First came House Speaker John Boehner’s missive to President Obama. (A copy is available here.) Boehner noted that the WPR’s time period was up (indeed, though he didn’t say so, it’s more than up—since for the WPR’s 60-day “clock” to be extended to 90 days requires the president to make certain certifications he has not made.) He then argued that the WPR was lawfully passed under the Constitution, that Pres. Obama swore an oath to uphold the law, and that, therefore, “either you have concluded the War Powers Resolution does not apply to the mission in Libya, or you have determined the War Powers Resolution is contrary to the Constitution.”
Later in the day, the administration chose Option A.
That is, it has decided that the Libyan operation does not constitute “hostilities” under the meaning of that term in the WPR.

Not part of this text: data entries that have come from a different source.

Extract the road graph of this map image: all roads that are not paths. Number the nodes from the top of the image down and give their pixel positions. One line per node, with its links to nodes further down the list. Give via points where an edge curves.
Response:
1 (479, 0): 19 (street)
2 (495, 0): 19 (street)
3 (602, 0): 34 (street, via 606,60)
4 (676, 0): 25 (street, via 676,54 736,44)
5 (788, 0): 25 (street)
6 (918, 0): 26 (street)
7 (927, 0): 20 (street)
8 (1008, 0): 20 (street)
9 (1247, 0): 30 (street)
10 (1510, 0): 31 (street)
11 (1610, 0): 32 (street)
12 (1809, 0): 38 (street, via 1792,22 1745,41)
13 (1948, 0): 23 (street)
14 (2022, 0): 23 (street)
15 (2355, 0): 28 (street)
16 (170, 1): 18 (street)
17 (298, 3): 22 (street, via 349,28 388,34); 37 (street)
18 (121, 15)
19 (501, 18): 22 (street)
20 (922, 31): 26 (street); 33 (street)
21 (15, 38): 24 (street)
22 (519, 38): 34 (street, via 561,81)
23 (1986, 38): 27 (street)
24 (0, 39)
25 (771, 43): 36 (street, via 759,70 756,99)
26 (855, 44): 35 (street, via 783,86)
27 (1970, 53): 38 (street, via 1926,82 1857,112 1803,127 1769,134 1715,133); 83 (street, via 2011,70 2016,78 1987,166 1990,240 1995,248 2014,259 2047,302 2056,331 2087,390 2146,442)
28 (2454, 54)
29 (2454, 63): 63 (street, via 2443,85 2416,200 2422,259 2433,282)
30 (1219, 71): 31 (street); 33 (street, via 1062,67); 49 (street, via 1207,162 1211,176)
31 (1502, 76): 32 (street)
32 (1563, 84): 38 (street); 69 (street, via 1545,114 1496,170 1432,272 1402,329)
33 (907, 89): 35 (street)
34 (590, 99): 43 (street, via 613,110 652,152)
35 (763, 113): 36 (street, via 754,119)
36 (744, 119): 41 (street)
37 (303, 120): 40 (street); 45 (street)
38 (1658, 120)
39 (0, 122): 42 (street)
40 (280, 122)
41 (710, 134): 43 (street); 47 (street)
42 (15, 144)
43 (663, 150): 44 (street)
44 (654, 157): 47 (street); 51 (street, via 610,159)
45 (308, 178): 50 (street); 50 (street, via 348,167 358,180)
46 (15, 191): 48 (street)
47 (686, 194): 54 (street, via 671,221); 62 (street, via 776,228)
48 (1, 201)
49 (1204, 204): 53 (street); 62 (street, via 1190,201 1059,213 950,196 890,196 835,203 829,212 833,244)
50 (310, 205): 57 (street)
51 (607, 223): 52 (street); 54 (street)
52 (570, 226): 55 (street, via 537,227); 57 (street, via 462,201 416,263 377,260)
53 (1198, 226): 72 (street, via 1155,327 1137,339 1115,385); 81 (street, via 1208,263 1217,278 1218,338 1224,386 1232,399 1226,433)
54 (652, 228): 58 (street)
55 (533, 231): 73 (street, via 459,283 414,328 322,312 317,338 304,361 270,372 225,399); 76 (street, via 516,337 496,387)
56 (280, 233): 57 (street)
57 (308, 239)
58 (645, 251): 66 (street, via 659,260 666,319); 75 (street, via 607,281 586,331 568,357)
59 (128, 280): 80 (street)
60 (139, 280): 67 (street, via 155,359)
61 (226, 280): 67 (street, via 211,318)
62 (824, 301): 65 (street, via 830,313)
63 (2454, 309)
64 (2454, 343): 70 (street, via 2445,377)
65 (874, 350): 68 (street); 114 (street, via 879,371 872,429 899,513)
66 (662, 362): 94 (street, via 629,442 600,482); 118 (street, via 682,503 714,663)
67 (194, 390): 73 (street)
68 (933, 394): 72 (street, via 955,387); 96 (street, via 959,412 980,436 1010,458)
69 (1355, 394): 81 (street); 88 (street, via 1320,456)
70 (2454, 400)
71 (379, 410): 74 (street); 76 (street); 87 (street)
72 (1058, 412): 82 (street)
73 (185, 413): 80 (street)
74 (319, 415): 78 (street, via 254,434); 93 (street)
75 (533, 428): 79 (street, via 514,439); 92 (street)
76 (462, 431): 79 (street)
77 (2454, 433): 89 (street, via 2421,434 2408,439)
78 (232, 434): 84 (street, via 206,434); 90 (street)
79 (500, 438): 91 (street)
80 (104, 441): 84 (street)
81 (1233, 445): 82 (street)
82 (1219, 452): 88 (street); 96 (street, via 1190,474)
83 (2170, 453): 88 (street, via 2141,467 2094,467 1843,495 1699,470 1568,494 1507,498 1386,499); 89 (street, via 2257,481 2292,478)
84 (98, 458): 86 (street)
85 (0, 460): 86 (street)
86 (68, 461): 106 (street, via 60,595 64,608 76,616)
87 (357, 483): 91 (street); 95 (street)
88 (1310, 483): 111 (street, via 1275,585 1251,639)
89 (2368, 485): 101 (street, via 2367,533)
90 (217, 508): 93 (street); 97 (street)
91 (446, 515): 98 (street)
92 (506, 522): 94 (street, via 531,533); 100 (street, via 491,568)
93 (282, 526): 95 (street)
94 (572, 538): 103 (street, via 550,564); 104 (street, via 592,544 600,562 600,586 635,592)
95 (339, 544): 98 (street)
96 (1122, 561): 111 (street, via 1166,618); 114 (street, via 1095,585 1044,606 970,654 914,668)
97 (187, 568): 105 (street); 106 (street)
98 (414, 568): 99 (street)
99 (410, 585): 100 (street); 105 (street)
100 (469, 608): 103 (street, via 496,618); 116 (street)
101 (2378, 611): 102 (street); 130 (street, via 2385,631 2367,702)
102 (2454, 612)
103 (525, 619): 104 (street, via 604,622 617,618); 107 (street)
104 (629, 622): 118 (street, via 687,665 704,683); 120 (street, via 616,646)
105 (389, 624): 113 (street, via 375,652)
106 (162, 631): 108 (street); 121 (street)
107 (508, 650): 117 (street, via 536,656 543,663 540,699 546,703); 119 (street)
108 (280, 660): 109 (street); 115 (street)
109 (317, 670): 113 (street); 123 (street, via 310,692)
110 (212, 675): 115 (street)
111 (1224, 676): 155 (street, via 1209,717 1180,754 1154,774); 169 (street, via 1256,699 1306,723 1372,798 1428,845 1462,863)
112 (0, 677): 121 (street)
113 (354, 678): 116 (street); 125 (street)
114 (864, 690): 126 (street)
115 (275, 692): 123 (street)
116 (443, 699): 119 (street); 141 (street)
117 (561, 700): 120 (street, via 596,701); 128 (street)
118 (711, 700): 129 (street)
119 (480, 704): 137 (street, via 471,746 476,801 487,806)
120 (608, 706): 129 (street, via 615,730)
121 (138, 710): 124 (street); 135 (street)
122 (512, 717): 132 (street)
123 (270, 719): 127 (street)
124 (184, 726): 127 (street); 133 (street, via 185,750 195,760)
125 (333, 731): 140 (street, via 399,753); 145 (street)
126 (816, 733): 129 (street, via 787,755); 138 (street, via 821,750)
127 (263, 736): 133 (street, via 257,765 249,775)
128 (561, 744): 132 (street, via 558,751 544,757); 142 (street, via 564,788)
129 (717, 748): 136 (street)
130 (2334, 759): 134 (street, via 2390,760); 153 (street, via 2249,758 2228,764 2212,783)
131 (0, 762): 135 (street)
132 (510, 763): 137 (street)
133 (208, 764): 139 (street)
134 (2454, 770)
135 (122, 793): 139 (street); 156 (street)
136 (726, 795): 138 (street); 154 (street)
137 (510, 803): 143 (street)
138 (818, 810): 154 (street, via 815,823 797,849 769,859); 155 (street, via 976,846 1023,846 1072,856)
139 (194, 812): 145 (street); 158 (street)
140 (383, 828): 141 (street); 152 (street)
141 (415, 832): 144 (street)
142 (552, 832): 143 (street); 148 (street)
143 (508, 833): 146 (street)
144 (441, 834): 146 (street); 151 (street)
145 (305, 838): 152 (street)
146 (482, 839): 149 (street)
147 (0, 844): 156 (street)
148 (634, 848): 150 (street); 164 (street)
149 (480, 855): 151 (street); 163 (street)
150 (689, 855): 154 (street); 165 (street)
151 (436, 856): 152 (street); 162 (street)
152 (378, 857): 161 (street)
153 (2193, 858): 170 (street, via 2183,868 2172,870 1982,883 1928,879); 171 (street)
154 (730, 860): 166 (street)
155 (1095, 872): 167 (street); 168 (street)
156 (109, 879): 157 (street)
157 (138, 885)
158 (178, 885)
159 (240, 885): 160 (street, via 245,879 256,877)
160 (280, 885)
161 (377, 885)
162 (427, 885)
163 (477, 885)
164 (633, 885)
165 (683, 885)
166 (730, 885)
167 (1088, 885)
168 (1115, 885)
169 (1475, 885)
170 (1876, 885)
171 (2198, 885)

This would be problematic in the dictionary but, fortunately for the administration, less so in the WPR. “Hostilities” are not defined in that statute (not much is); and the courts are unlikely to get involved, especially without definitive legislative action. Indeed, State Department legal adviser Harold Koh, the key player here, knows this well. In 1990, in the wake of the Iran-contra affair, he wrote The National Security Constitution, a book exploring the “historical pattern of executive circumvention of legislative constraint.”
The WPR was Koh’s “case in point” for Congressional failure to successfully rein in the presidency – for reasons of “legislative myopia, inadequate drafting, ineffective legislative tools, and an institutional lack of political will.” He noted that the WPR allowed the president to avoid consultation (even when the 60-day limit was reached)— and gave “the president too much freedom to make covert and short-term war and to commit military forces overseas without a clear purpose.”
One can’t help but notice that in 1990, Koh approvingly cited John Hart Ely’s criticism of judiciary for its refusal to define “hostilities” in the context of the WPR. And he suggested a number of legislative amendments to fix the WPR’s “defects” identified above and make it more likely to achieve its ends.
Twenty years on, though, he is presumably grateful that Congress and the courts have paid their usual attention to academic suggestions for reform.
Coda (of 20 June 2011): over the weekend we learned that the President had other legal guidance as well as Koh’s, namely from the normally-definitive Office of Legal Counsel in the Justice Department. In the Bush years, OLC generated what the president wanted to hear; now, apparently, when it does not, it is ignored. Which is more problematic? Adam Serwer has a nice take on that question here.